* Instructions to follow:
A faithful transcription of all the data is required.

***** Source data *****

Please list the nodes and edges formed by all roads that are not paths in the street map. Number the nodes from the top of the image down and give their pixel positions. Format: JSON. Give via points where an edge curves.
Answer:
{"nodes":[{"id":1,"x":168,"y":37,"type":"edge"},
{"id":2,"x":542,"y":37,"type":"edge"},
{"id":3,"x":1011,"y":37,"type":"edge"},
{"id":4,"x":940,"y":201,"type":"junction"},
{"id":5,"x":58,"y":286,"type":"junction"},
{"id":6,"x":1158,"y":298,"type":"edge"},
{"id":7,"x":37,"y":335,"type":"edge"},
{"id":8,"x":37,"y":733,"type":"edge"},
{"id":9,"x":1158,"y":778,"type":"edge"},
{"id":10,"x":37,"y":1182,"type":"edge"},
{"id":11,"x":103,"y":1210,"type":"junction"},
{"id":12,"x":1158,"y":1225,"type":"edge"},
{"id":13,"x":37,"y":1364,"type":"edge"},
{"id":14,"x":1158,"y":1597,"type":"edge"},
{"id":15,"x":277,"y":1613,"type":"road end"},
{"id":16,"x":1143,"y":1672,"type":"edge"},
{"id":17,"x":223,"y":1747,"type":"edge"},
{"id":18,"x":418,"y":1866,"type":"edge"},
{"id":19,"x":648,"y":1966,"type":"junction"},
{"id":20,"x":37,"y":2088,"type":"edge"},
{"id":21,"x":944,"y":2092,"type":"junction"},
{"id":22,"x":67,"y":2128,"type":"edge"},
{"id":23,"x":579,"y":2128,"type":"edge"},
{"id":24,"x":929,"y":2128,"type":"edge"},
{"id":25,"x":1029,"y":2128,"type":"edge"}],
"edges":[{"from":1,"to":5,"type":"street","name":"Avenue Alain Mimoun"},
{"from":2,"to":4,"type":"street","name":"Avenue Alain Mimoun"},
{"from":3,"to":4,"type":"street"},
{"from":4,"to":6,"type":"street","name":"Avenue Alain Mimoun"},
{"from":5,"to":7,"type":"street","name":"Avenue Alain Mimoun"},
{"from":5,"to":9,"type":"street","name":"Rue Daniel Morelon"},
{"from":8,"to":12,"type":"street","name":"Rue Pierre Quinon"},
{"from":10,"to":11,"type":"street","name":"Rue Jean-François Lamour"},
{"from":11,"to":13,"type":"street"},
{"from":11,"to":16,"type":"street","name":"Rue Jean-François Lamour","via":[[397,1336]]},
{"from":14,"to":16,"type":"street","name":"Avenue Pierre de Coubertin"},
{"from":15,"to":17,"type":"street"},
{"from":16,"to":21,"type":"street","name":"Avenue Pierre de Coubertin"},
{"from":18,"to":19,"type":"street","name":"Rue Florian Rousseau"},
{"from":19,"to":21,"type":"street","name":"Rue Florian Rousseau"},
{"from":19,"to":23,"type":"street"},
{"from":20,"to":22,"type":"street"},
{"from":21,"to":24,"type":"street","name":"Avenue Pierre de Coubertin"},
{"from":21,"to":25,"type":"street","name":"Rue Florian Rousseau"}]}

*****

* Task solution:
Please list the nodes and edges formed by all roads that are not paths in the street map. Number the nodes from the top of the image down and give their pixel positions. Format: JSON. Give via points where an edge curves.
Answer:
{"nodes":[{"id":1,"x":168,"y":37,"type":"edge"},
{"id":2,"x":542,"y":37,"type":"edge"},
{"id":3,"x":1011,"y":37,"type":"edge"},
{"id":4,"x":940,"y":201,"type":"junction"},
{"id":5,"x":58,"y":286,"type":"junction"},
{"id":6,"x":1158,"y":298,"type":"edge"},
{"id":7,"x":37,"y":335,"type":"edge"},
{"id":8,"x":37,"y":733,"type":"edge"},
{"id":9,"x":1158,"y":778,"type":"edge"},
{"id":10,"x":37,"y":1182,"type":"edge"},
{"id":11,"x":103,"y":1210,"type":"junction"},
{"id":12,"x":1158,"y":1225,"type":"edge"},
{"id":13,"x":37,"y":1364,"type":"edge"},
{"id":14,"x":1158,"y":1597,"type":"edge"},
{"id":15,"x":277,"y":1613,"type":"road end"},
{"id":16,"x":1143,"y":1672,"type":"edge"},
{"id":17,"x":223,"y":1747,"type":"edge"},
{"id":18,"x":418,"y":1866,"type":"edge"},
{"id":19,"x":648,"y":1966,"type":"junction"},
{"id":20,"x":37,"y":2088,"type":"edge"},
{"id":21,"x":944,"y":2092,"type":"junction"},
{"id":22,"x":67,"y":2128,"type":"edge"},
{"id":23,"x":579,"y":2128,"type":"edge"},
{"id":24,"x":929,"y":2128,"type":"edge"},
{"id":25,"x":1029,"y":2128,"type":"edge"}],
"edges":[{"from":1,"to":5,"type":"street","name":"Avenue Alain Mimoun"},
{"from":2,"to":4,"type":"street","name":"Avenue Alain Mimoun"},
{"from":3,"to":4,"type":"street"},
{"from":4,"to":6,"type":"street","name":"Avenue Alain Mimoun"},
{"from":5,"to":7,"type":"street","name":"Avenue Alain Mimoun"},
{"from":5,"to":9,"type":"street","name":"Rue Daniel Morelon"},
{"from":8,"to":12,"type":"street","name":"Rue Pierre Quinon"},
{"from":10,"to":11,"type":"street","name":"Rue Jean-François Lamour"},
{"from":11,"to":13,"type":"street"},
{"from":11,"to":16,"type":"street","name":"Rue Jean-François Lamour","via":[[397,1336]]},
{"from":14,"to":16,"type":"street","name":"Avenue Pierre de Coubertin"},
{"from":15,"to":17,"type":"street"},
{"from":16,"to":21,"type":"street","name":"Avenue Pierre de Coubertin"},
{"from":18,"to":19,"type":"street","name":"Rue Florian Rousseau"},
{"from":19,"to":21,"type":"street","name":"Rue Florian Rousseau"},
{"from":19,"to":23,"type":"street"},
{"from":20,"to":22,"type":"street"},
{"from":21,"to":24,"type":"street","name":"Avenue Pierre de Coubertin"},
{"from":21,"to":25,"type":"street","name":"Rue Florian Rousseau"}]}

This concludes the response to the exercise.